The data that follows is to be given again, exactly as written.

━━━━━━

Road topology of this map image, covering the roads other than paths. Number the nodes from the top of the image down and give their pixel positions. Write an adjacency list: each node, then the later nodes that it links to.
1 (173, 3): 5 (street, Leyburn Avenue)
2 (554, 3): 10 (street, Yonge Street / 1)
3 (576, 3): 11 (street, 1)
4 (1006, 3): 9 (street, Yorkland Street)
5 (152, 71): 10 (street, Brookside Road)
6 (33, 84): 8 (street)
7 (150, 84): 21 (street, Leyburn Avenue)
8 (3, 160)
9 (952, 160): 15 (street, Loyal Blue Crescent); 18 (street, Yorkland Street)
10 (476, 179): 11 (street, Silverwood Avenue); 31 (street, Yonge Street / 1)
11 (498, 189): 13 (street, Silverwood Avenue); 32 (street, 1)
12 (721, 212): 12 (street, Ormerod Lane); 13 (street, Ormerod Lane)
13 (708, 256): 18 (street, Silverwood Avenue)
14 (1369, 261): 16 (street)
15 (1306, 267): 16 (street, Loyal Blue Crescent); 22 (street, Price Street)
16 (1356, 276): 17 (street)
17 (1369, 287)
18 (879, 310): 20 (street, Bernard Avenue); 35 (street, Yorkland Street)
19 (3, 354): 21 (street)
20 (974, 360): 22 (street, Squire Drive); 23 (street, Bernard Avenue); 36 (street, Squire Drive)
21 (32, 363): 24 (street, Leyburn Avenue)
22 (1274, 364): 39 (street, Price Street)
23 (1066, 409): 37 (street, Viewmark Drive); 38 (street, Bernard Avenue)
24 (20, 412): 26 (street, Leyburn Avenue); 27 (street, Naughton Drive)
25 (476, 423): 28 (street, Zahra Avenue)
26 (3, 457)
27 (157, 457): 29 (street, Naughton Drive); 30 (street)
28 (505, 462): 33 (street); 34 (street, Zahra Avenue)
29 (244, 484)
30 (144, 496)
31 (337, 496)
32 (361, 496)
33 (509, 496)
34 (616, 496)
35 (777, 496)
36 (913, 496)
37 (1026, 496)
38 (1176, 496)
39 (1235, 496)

━━━━━━

**Answer:**
Road topology of this map image, covering the roads other than paths. Number the nodes from the top of the image down and give their pixel positions. Write an adjacency list: each node, then the later nodes that it links to.
1 (173, 3): 5 (street, Leyburn Avenue)
2 (554, 3): 10 (street, Yonge Street / 1)
3 (576, 3): 11 (street, 1)
4 (1006, 3): 9 (street, Yorkland Street)
5 (152, 71): 10 (street, Brookside Road)
6 (33, 84): 8 (street)
7 (150, 84): 21 (street, Leyburn Avenue)
8 (3, 160)
9 (952, 160): 15 (street, Loyal Blue Crescent); 18 (street, Yorkland Street)
10 (476, 179): 11 (street, Silverwood Avenue); 31 (street, Yonge Street / 1)
11 (498, 189): 13 (street, Silverwood Avenue); 32 (street, 1)
12 (721, 212): 12 (street, Ormerod Lane); 13 (street, Ormerod Lane)
13 (708, 256): 18 (street, Silverwood Avenue)
14 (1369, 261): 16 (street)
15 (1306, 267): 16 (street, Loyal Blue Crescent); 22 (street, Price Street)
16 (1356, 276): 17 (street)
17 (1369, 287)
18 (879, 310): 20 (street, Bernard Avenue); 35 (street, Yorkland Street)
19 (3, 354): 21 (street)
20 (974, 360): 22 (street, Squire Drive); 23 (street, Bernard Avenue); 36 (street, Squire Drive)
21 (32, 363): 24 (street, Leyburn Avenue)
22 (1274, 364): 39 (street, Price Street)
23 (1066, 409): 37 (street, Viewmark Drive); 38 (street, Bernard Avenue)
24 (20, 412): 26 (street, Leyburn Avenue); 27 (street, Naughton Drive)
25 (476, 423): 28 (street, Zahra Avenue)
26 (3, 457)
27 (157, 457): 29 (street, Naughton Drive); 30 (street)
28 (505, 462): 33 (street); 34 (street, Zahra Avenue)
29 (244, 484)
30 (144, 496)
31 (337, 496)
32 (361, 496)
33 (509, 496)
34 (616, 496)
35 (777, 496)
36 (913, 496)
37 (1026, 496)
38 (1176, 496)
39 (1235, 496)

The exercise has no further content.